Member of the Greek Senate
- In office 1929
- President: Pavlos Kountouriotis
- Prime Minister: Eleftherios Venizelos

Minister of Military Affairs
- In office 1924
- President: Pavlos Kountouriotis
- Prime Minister: Eleftherios Venizelos Georgios Kafantaris Alexandros Papanastasiou Themistoklis Sofoulis Andreas Michalakopoulos

Minister of the Interior
- In office 1922–1923
- Monarch: George II
- Prime Minister: Nikolaos Triantafyllakos Anastasios Charalambis Sotirios Krokidas Stylianos Gonatas

Personal details
- Born: 1863 Mani, Kingdom of Greece
- Died: 1938 (aged 74–75) Athens, Kingdom of Greece
- Relations: Antonios Mavromichalis (father) Petrobey Mavromichalis (uncle) Konstantinos Mavromichalis (uncle) Kyriakoulis Mavromichalis (uncle) Georgios Mavromichalis (cousin) Demetrios Mavromichalis (cousin) Kyriakoulis Mavromichalis (nephew)
- Alma mater: Hellenic Army Academy

Military service
- Allegiance: Kingdom of Greece
- Branch/service: Hellenic Army
- Years of service: ?-1922
- Rank: Lieutenant General
- Battles/wars: Greco-Turkish War (1897) Balkan Wars First Balkan War; Second Balkan War; ; World War I Macedonian front; ; Greco-Turkish War (1919–1922);

= Periklis Pierrakos-Mavromichalis =

Greek military officer (1863–1938)

Periklis Pierrakos-Mavromichalis (Περικλής Πιερράκος Μαυρομιχάλης; 1863 – 1938), also known as Mavromichalis-Pierrakos, was a Greek military officer and politician.

==Biography==
He was the son of general Antonios Mavromichalis, of the famed Maniot Pierrakos (Mavromichalis) family. He became an officer in the Hellenic Army, fighting in the Greco-Turkish War of 1897, the Balkan Wars, World War I (as Lt Colonel) and later in the Asia Minor Campaign, reaching the rank of Lt General. After retirement, he entered politics, serving as Interior Minister in 1922–1923 and Minister for Military Affairs in 1924. He was subsequently elected into the Greek Senate in 1929.

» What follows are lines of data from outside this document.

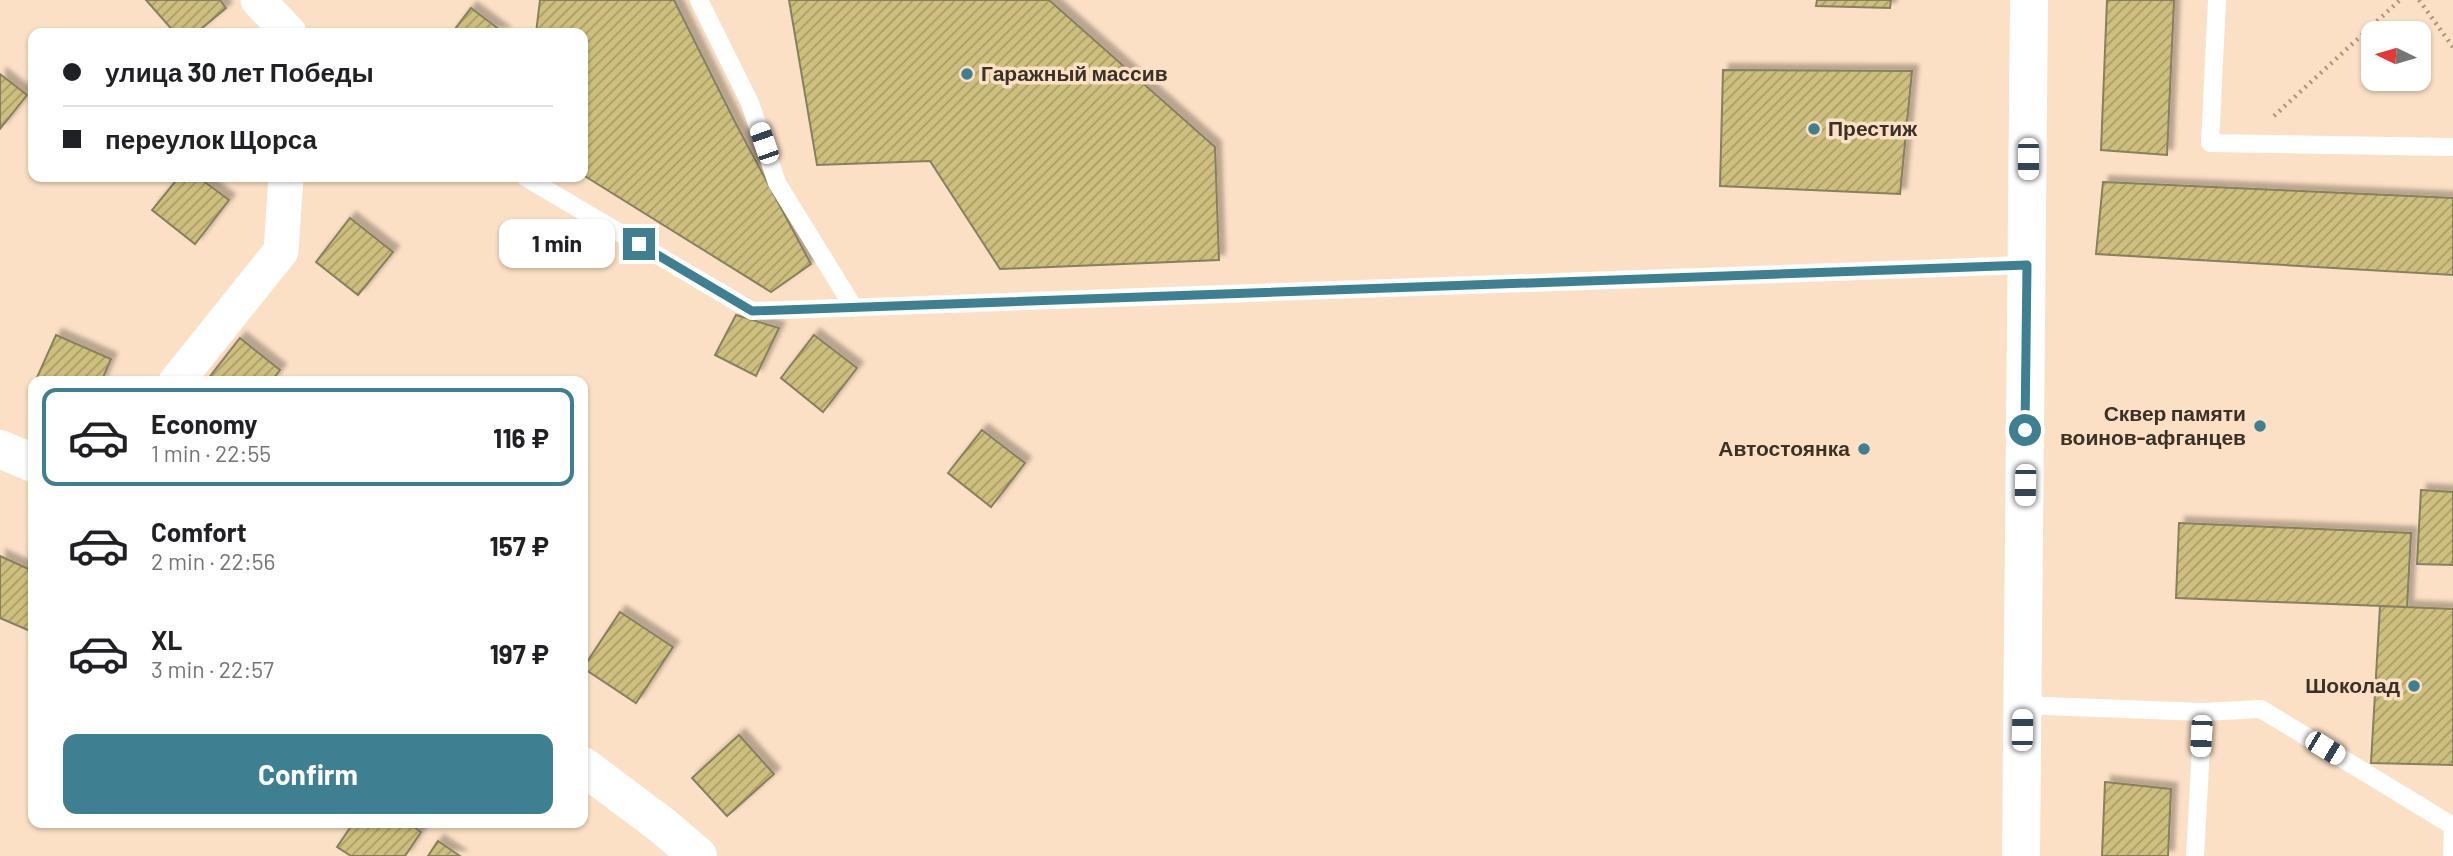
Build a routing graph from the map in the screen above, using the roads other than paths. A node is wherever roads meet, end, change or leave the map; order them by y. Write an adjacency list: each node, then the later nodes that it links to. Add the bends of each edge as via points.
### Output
1 (258, 0): 5 (street)
2 (699, 0): 10 (lane, via 750,103 778,183)
3 (2029, 0): 9 (street)
4 (2217, 0): 6 (lane, via 2210,143)
5 (284, 28)
6 (2453, 147)
7 (286, 182): 11 (street, via 281,251)
8 (533, 182): 10 (lane, via 752,311)
9 (2027, 265): 10 (lane); 14 (street)
10 (854, 307)
11 (181, 376)
12 (0, 449): 13 (street)
13 (28, 461)
14 (2022, 705): 15 (lane); 19 (street)
15 (2203, 712): 17 (lane, via 2261,709); 20 (lane)
16 (588, 770): 18 (street)
17 (2453, 827): 21 (lane)
18 (698, 856)
19 (2021, 856)
20 (2195, 856)
21 (2452, 856)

Periklis Pierrakos-Mavromichalis also competed at the 1896 Summer Olympics in Athens.

Pierrakos-Mavromichalis won the bronze medal in the amateur foil event. In the preliminary round, he went 2-1 in his group. He lost to Henri Callot, the eventual silver medallist, but defeated Henri Delaborde and Ioannis Poulos to finish second in the group. There was no match between him and Athanasios Vouros, who had placed second in the other group; Pierrakos-Mavromichalis was awarded third place because his record of 2-1 in matches was better than Vouros's 1-1.